Alcohol is a vasodilator and anticoagulant — it widens blood vessels and reduces the efficiency of the clotting mechanism. Even if you feel sober the morning after drinking, alcohol's effects on platelet function and vascular response can persist for up to 48 hours. Arriving with residual alcohol in your system means more bleeding during the session — blood wells more easily, obscures the artist's view more frequently and dilutes the ink being deposited. The consequence is a harder session for the artist and a less cleanly settled tattoo. Any reputable studio will refuse to tattoo someone who appears to be under the influence. Avoid alcohol for at least 24 hours before your appointment; 48 hours is the more conservative and more comfortable approach.
Aspirin and ibuprofen (both NSAIDs — non-steroidal anti-inflammatory drugs) also inhibit platelet function and increase bleeding. These are commonly taken for headaches, muscle pain or period cramps in the days before an appointment without clients realising they are relevant. Avoid aspirin and ibuprofen in the 24 hours before your session. If you need pain relief in that window, paracetamol is the safe alternative — it does not affect platelet function.

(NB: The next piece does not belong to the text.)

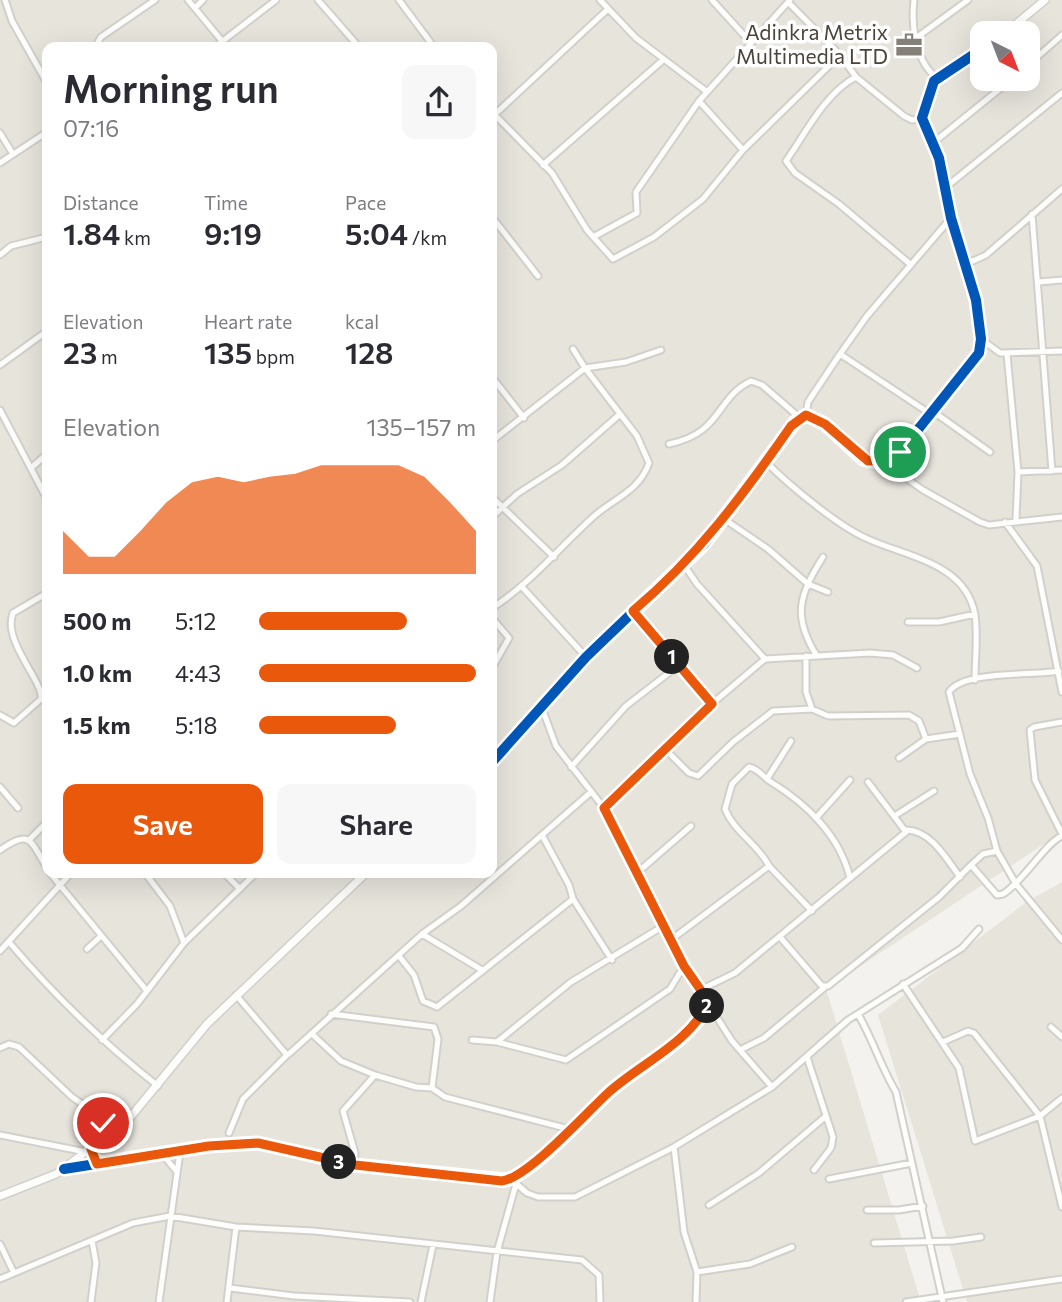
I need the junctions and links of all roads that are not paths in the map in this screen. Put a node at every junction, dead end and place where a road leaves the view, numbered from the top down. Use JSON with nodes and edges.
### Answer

Prescription blood thinners
If you take prescribed anticoagulant or antiplatelet medication — warfarin, clopidogrel, apixaban or others — this is something to discuss with your doctor and disclose to your artist before the appointment. Do not stop prescribed medication without medical advice. Your artist can manage the session with this information; what they cannot manage is discovering it mid-session when unexpected bleeding occurs.
Sunburn, Razor Burns, Cuts and Any Broken or Damaged Skin
The placement area must be in its normal, intact, undamaged condition on the day of the appointment. Any form of skin damage in the placement area is a contraindication for tattooing — the specific issues vary by type of damage but the conclusion is consistent: the appointment cannot safely or reliably proceed until the skin has healed.
Sunburn on the placement area forces rescheduling. Burned skin is inflamed, structurally compromised, dramatically more painful to tattoo and heals differently after the session than healthy skin. Even a mild first-degree burn — red, warm and sensitive — is enough for a professional artist to ask you to rebook. Contact the studio as soon as you know the placement area has been sunburned, rather than arriving and hoping to proceed.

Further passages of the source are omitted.